Data >>
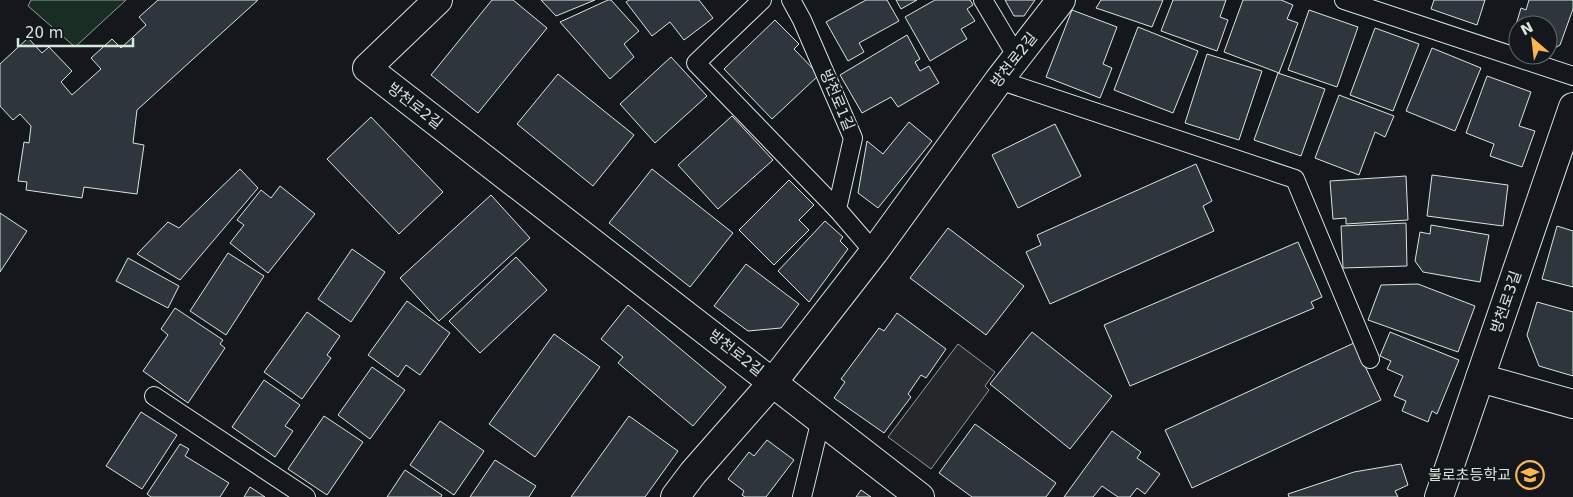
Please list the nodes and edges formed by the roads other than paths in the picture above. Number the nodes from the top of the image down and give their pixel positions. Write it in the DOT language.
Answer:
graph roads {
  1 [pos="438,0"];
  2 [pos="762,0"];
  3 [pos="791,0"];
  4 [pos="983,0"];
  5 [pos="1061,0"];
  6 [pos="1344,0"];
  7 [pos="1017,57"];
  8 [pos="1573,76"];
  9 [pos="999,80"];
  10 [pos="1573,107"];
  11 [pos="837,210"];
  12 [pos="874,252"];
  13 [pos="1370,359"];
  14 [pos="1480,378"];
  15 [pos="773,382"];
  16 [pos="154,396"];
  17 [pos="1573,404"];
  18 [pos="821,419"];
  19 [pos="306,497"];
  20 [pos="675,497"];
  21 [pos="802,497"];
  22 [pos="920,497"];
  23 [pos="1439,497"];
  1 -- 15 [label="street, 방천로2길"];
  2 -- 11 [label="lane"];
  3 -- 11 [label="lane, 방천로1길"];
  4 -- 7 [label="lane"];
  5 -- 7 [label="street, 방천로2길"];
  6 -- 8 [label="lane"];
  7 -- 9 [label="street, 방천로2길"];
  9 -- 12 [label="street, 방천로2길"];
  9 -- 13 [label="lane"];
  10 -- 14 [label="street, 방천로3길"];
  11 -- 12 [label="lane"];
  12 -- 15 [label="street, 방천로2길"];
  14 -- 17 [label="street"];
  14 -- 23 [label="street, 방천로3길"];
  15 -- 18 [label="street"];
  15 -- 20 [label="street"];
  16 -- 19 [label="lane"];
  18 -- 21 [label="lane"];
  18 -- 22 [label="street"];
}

What the exercise asks >> Check each line above for the string "roads" and show the ones that have it.

Result >>
Please list the nodes and edges formed by the roads other than paths in the picture above. Number the nodes from the top of the image down and give their pixel positions. Write it in the DOT language.
graph roads {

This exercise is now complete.